There have been a great number of biographies of G.K. Chesterton published in the last quarter of a century. Some have been dismal; some have been informative and entertaining; some have been standard fare. In almost every case, Chesterton’s overriding interest and commitment to Distributism, expressed in books like The Well and the Shallows and The Outline of Sanity, as well as in G.K.’s Weekly, is dealt with either by near complete silence or by “apologizing” for G. K.’s supposed lack of political correctness and parodying his political and social point of view. The fact remains, however, that G.K.C. had a thorough-going world view which was wholly compatible with his Catholicism but which, at the same time, was accessible to anyone who was concerned with the human person and his welfare, with the community, with the need for justice, equity and political integrity, and for a new arrangement of society whereby the Common Good was found by seeking the good of the Common Man.
Never-before published in book form, but only serialized in a small journal during the paper-shortage years of the 1940s in England, this short biography by Harold Robbins, one of Chesterton’s provincial co-workers, who remained an active Distributist all his life, rights this wrong by telling the Distributist story of Chesterton from first-hand experience.

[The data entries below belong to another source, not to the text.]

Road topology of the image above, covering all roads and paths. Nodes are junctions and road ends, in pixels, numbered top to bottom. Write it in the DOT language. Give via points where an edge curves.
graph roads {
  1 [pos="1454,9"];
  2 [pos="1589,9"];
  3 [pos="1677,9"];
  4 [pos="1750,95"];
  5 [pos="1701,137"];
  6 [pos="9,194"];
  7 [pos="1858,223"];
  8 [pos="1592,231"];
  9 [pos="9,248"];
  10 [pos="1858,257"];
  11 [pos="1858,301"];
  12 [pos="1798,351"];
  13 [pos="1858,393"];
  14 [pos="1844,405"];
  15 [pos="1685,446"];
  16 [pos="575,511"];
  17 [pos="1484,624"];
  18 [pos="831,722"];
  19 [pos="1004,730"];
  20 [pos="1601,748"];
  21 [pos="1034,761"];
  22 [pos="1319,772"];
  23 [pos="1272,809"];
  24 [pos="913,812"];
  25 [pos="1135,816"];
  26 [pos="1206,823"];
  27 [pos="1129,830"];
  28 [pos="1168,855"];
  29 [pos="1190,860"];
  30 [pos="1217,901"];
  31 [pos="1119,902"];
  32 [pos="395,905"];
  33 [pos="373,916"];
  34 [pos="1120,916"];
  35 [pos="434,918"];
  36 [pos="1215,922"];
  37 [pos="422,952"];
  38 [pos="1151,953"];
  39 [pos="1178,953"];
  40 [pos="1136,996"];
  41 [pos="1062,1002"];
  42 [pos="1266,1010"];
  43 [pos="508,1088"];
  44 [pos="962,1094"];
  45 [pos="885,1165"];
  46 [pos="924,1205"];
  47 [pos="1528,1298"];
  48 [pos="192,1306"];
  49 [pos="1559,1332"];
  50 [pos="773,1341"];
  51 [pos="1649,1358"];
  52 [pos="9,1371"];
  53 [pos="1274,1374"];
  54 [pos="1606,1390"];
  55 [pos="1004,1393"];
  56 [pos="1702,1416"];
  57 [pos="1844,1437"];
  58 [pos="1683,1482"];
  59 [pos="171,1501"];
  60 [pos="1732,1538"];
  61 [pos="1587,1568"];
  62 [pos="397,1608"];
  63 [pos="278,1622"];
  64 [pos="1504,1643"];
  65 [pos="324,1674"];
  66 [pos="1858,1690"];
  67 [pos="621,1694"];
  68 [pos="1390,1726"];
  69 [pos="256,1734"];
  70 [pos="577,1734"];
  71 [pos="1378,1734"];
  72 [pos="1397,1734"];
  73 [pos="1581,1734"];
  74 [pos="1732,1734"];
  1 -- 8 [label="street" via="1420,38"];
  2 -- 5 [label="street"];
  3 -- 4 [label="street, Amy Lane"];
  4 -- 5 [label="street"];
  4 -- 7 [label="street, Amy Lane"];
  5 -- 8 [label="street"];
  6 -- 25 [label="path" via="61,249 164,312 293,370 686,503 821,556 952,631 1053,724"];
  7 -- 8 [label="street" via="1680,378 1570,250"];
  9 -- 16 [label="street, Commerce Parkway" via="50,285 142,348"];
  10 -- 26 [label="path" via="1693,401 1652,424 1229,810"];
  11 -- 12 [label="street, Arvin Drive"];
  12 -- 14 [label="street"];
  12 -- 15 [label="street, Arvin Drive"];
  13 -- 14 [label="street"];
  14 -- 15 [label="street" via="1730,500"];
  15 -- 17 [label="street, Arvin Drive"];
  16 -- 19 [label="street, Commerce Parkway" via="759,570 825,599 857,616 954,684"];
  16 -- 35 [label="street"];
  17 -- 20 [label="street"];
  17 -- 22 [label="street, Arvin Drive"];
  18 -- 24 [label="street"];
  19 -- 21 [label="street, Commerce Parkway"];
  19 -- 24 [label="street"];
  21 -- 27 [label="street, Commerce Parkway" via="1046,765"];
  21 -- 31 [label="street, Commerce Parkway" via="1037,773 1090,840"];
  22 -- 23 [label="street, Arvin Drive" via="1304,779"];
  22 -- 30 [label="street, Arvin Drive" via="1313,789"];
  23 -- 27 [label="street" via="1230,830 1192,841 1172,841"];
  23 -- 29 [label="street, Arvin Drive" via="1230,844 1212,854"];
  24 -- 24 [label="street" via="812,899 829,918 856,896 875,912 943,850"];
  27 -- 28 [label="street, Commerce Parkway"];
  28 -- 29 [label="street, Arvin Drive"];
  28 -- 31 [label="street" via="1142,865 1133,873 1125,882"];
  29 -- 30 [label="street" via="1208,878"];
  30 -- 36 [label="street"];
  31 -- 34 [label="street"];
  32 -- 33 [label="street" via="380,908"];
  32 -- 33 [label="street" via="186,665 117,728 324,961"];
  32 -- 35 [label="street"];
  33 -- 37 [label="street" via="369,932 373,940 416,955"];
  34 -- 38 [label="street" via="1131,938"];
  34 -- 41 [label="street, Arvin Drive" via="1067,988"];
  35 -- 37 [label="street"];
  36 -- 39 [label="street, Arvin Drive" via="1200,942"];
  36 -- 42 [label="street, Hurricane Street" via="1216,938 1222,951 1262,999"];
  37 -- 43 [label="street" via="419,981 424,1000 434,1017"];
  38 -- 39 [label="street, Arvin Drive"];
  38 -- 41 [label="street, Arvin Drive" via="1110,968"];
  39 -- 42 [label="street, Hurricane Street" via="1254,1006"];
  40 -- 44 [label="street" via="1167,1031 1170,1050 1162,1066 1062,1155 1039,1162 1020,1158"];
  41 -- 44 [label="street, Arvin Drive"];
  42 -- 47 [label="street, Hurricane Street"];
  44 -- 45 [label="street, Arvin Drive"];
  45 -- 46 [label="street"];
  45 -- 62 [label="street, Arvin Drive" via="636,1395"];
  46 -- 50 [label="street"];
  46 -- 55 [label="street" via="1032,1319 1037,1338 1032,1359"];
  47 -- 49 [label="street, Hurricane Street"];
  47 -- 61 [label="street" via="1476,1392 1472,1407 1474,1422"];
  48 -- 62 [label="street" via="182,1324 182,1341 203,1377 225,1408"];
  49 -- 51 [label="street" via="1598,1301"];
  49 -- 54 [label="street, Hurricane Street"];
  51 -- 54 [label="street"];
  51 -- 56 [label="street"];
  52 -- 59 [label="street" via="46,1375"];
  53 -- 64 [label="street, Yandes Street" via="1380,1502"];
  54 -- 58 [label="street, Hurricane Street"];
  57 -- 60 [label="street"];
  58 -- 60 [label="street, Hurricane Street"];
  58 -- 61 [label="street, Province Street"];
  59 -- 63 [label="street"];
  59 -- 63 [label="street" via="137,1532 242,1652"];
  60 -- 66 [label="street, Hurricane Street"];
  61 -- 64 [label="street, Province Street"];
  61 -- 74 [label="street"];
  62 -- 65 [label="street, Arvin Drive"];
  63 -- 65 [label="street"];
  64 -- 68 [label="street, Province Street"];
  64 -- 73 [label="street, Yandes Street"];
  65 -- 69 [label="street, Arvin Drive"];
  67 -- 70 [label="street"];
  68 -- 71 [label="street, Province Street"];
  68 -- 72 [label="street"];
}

It demonstrates that Chesterton did not seek a literary crown from “respectable society,” but sought to make society respectable through giving justice to all. Chesterton felt that political debate, political writing, and political campaigning and activity were of the essence to one of the great loves of his life: England. Chesterton was a Catholic patriot, a man of integrity and one who sacrificed time, money, health and reputation in order to advance the cause of England, the Common Man, and the Church. Robbins’ biography is neither definitive nor all-encompassing. But what it does do is arranged, against a background of generally known facts, a whole galaxy of unknown facts which change one’s view of Chesterton in a most radical way. No one can claim to “know” G.K.C. until he has read and digested the contents of this small but important work.
The new introductions by the world’s two leading Chestertonians are simply the icing on this already substantial, unique, and engrossing cake.